Wolé Soyinka et l’esclavage arabe.

 

      Question : Vous avez publié récemment aux Etats Unis un livre sur la mémoire, The burden of

    Memory, the Muse of Forgiveness (1999), qui, malheureusement, n’est pas traduit en France.

    J’aimerais savoir de quelle mémoire il est question dans ce livre. Est-ce la mémoire de la colonisation,

    de l’esclavage ou du Rwanda ?

 

      Réponse : Il s’agit de la mémoire dans son intégralité. On ne doit pas se surcharger  en portant

    la mémoire sur sa tête comme un fardeau. Mais la mémoire devrait nous servir en arrière-plan. Par

    exemple, nous avons aujourd’hui une question à régler sur nos relations avec le monde exterieur. Le fait

    même que nous ayons la mémoire de l’esclavage en arrière-plan détermine la nature de ces relations.

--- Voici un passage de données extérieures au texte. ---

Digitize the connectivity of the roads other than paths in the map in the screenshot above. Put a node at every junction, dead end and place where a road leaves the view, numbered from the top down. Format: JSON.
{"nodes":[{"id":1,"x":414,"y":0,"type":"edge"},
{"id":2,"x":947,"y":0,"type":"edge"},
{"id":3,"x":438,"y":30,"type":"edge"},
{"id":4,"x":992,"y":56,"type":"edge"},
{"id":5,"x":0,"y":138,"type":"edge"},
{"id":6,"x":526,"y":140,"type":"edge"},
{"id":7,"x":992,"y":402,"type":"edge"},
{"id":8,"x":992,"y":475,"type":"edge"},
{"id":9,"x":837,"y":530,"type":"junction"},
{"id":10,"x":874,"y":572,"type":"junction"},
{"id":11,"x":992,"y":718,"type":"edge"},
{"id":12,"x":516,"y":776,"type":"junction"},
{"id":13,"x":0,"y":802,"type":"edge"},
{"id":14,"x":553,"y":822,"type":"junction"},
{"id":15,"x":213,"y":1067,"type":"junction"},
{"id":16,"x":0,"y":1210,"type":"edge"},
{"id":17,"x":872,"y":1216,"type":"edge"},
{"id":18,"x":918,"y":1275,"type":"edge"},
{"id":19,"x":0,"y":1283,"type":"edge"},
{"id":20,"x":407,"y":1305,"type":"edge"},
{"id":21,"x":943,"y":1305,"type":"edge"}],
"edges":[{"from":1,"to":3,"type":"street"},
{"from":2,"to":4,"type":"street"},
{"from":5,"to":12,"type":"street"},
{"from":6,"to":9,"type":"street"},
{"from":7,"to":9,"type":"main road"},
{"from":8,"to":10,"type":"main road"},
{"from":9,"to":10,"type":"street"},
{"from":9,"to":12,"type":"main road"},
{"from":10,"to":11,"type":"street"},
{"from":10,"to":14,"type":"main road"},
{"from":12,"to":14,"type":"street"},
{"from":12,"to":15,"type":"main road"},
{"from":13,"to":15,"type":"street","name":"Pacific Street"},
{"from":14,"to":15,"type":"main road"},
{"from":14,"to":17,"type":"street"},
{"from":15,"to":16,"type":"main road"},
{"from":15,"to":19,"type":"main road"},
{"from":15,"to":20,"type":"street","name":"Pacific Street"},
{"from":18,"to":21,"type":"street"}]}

    Si , par exemple, nous sommes dans une situation où le monde extérieur n’a pas eu de remords, de

    regrets pour avoir interrompu brutalement notre développement organique par l’esclavage, alors, bien

    sûr, cela devraient déterminer la nature de nos relations à ce monde extérieur. Inversement, si nous

    continuons à prétendre que nous n’avons jamais été victimes de l’esclavage des Arabes - ce que

    continuent de penser beaucoup de gens qui se disent progressistes, quelle stipudité !- ça signifie que

    la mentalité d’esclave n’a pas encore disparu en nous. Nous ne pouvons vivre tout en étant coupé d’une

    partie de  notre mémoire . C’est impossible. Nous devons inclure dans notre enseignement les

    intrusions arabes dans notre développement. Si nous ne le faisons pas, cela suppose que nous

    manquons actuellement à nos devoirs et que nous nous amputons d’une partie de notre mémoire. Cela

    signifie que nous avons capitulé face à ceux qui ont envahi, corrompu nos structures fondamentales

    dans le domaine de la culture, des relations humaines, du processus économique, dans notre façon

    d’échanger. En résumé, nous ne devons exclure aucune partie de notre mémoire, mais, en même

    temps, nous ne pouvons laisser la mémoire inhiber l’action présente. C’est une  question de proportion

    d’équilibre, et bien sûr, nous allons pas oublier le passé colonial, parce qu’il encore très présent en

    nous. Le Congo-Zaïre est le résultat de ce passé colonial. Le Congo-Zaïre est le legs du roi Léopold

    et de ses politiques coloniales vicieuses. Certains problèmes que nous connaissons actuellement au

    Nigéria sont les conséquences de cet héritage colonial avec ses manipulations géo-politiques. C’est

    en partie à cause de lui que nous avons maintenant le problème de la charia. Enfin, nous ne  devons

    pas oublier la mémoire des dictateurs que nous avons nous-mêmes produits, et qui ont enrayé le cours

    de la productivité, le cours du développement et de l’accomplissement de la  jeune génération.

 

    (Lire Boniface  Mongo-M’Bossa, Désir d’Afrique, Editions Gallimard 2002 p 66 et suivantes)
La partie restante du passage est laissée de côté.